To start with, we should capture a list of provider-org/@provider-activity-id for any activities that have incoming traceability, as Incoming Funds and Incoming Commitments (transaction-type/@code = 1 or 11). See #19

We can then run through all publishers' data again, and see which publishers' activities have corresponding activities published elsewhere that report receiving funding from them.

Bjwebb commented 2 years ago

Notes from our call last week:

We have a traceability calculation on the dashboard already, but that is how much of a recipient publisher's incoming funds have an activity id. In this issue we're interested in how many of a provider publisher's activities have a recipient publisher linking to them.

We might eventually want to filter this by humanitarian flag. This will likely be similar to how we currently handle hierarchy.

Bjwebb commented 2 years ago

I've made a commit generated some stats on the dev site:

Here's the ratio between these as percentages: https://gist.github.com/Bjwebb/7abf31ad55f09b4c470d5ad4b78eff73

Some of the numbers will be too low, as I excluded references to publisher's own activities from the traceable sum, but left them in the total sum. I'm going to change the code to exclude those activities from the total sum also.

Bjwebb commented 2 years ago

Here's a spreadsheet with those same percentages, and percentages of activities as well as spend: https://docs.google.com/spreadsheets/d/1iwHB46-3Eq8_OCQ0uJzpYxTNyILwV1vkt0XzeI6oMNc/edit#gid=0 This is sorted by total spend descending, which gives a useful overview of the big publishers I think.

I've excluded activities referenced by a publisher's own activities from the denominator.

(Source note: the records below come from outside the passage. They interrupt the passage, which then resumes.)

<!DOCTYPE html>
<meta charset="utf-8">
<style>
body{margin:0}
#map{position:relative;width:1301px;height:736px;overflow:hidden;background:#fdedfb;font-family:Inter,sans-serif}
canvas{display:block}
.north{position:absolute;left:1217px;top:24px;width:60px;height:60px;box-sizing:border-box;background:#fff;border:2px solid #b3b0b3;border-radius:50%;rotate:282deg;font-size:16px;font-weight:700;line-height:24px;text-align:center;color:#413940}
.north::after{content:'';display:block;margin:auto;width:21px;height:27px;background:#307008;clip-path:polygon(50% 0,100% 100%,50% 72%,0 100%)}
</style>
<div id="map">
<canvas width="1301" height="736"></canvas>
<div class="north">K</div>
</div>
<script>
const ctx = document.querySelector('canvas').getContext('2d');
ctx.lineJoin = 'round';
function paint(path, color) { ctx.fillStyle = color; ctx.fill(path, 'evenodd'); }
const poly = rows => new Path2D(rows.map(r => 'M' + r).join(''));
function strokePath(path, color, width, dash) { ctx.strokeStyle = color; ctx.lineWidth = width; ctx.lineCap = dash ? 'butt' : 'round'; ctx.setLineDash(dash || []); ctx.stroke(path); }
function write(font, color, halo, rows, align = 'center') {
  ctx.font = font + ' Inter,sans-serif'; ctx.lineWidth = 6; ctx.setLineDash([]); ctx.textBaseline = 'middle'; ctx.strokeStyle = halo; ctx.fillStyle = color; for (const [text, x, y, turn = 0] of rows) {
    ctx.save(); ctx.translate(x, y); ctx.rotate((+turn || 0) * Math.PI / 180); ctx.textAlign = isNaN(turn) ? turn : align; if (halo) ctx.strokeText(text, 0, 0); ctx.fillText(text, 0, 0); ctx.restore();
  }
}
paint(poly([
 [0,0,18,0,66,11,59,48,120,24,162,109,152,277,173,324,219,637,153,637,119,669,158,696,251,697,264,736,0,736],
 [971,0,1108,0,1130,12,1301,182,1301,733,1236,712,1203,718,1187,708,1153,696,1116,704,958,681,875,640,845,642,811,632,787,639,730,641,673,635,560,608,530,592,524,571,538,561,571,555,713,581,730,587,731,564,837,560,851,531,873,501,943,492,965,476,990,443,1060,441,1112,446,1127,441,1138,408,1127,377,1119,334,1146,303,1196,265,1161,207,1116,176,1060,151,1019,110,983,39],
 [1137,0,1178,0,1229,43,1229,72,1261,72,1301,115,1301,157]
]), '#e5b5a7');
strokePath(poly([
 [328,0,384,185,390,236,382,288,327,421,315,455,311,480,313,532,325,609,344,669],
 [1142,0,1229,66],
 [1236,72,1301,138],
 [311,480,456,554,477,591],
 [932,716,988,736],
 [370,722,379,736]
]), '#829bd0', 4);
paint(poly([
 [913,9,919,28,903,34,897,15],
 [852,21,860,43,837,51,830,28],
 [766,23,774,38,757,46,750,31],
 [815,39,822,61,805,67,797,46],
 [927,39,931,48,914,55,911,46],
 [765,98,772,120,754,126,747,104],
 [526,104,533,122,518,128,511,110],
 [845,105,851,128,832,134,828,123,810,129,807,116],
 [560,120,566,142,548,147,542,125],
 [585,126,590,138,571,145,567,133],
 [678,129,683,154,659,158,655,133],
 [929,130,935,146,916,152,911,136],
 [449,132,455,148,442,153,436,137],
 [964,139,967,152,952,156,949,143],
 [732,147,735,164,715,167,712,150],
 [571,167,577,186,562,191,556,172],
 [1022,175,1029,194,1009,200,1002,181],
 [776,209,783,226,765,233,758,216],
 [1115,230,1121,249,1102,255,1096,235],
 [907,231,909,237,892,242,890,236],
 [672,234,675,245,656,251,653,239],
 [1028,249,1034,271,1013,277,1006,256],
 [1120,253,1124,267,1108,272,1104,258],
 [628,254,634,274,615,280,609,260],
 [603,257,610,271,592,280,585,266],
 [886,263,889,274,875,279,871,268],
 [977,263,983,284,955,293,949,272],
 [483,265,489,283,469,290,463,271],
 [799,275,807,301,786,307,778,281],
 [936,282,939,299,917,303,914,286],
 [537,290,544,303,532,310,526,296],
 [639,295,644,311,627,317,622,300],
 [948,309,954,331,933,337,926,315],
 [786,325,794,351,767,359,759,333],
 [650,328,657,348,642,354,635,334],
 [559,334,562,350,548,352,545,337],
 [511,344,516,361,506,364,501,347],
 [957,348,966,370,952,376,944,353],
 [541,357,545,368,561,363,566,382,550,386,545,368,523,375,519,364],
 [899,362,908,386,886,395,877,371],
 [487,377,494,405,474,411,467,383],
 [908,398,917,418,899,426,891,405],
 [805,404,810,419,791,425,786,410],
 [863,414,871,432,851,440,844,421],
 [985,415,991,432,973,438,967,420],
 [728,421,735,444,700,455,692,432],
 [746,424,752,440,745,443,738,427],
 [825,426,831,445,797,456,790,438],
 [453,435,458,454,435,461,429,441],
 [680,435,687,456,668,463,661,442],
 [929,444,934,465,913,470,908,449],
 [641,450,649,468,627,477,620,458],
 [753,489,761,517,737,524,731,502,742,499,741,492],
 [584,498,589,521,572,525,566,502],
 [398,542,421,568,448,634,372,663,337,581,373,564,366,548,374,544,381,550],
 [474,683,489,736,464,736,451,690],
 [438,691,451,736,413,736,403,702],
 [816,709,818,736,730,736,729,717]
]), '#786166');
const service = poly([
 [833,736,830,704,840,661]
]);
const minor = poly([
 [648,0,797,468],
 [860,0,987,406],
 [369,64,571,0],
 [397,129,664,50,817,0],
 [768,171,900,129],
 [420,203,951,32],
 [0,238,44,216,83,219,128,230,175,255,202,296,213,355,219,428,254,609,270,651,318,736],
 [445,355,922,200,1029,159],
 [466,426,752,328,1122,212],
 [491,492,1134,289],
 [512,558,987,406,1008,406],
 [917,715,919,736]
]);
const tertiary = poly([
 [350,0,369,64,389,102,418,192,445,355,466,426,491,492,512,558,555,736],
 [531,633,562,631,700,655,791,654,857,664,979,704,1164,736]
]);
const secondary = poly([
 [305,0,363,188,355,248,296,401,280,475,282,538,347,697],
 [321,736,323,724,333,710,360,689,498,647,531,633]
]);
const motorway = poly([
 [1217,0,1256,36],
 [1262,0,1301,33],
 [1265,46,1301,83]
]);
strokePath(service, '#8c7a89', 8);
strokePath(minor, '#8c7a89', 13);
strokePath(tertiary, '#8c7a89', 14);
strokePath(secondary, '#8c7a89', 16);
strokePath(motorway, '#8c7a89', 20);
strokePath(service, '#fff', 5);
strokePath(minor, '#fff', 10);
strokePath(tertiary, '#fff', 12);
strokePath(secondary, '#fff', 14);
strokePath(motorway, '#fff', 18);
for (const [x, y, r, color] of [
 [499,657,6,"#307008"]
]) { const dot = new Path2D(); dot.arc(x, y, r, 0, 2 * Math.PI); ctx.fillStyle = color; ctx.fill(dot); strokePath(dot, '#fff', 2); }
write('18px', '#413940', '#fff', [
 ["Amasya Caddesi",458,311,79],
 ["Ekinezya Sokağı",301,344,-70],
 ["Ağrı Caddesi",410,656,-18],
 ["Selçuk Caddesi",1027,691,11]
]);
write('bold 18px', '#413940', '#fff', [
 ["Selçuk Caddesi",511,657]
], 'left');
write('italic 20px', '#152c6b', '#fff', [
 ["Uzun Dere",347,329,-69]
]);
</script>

Unfortunately that excludes some activities that are also referenced by other publishers, so it's possible to get >100%. I'll try to exclude only those activities that are only referenced by that publisher.

My work so far is at https://github.com/codeforIATI/IATI-Stats/compare/main...dev, although I hope to rebase that before opening a PR.

markbrough commented 2 years ago

This is looking really great, @Bjwebb ! Thank you for all this work. It's very exciting that we are already starting to get some real numbers here.

So I think we are currently counting as "traceable" the full value of a publisher X's activities which are referenced as providing incoming funds (either as Incoming Commitments or Incoming Funds) to any other publisher's activities?

Or are we only counting the value that is stated as Incoming Commitments / Incoming Funds on the other publishers' activities?

stevieflow commented 2 years ago

I'd like to suggest a revision in terms of how we count whether an activity is traceable

So far, I think we are in a binary scenario

Someone looking at that this methodology could (devil's advocate) just then say "Ok, let's make sure all our activities have an outgoing link". They could alter their data and see their count rise to 100%.

I think we have to mitigate for such things. The key for IATI is that activities are connected - and collaboration between publishers (by publishing links to each other's activities) is how that is achieved.

It can get a bit complicated by the fact that the current assumed and preferred model of traceability is that of links pointing upwards -- organisations include links to their immediate donor / partner in their data, so we can "trace" through.

This is opposed to the start of any chain including downward links - the argument being, that the org at the start of any chain may not know where the other activities are yet, as they dont exist

If we imagine this a set network of activities for analysis:

IATI-network

In this "network":

This might need revision in terms of implicit value being expressed by colours / labels, as there can be perfectly legitimate reasons for all cases - but I think it would be really useful to disaggregate how we calculate the types of activities we are finding

markbrough commented 2 years ago

Thanks @stevieflow - I think this makes sense, and I also think there's a decent argument in favour of making traceability "downwards" as well as "upwards". Though I'm not sure if there would be counter-arguments around redundancy etc?

I'm also a bit nervous about implementing a methodology that's quite a departure away from what is currently generally expected / implemented by most publishers... Is this something you think should be implemented now, perhaps as an additional calculation to the one that @bjwebb has been working on?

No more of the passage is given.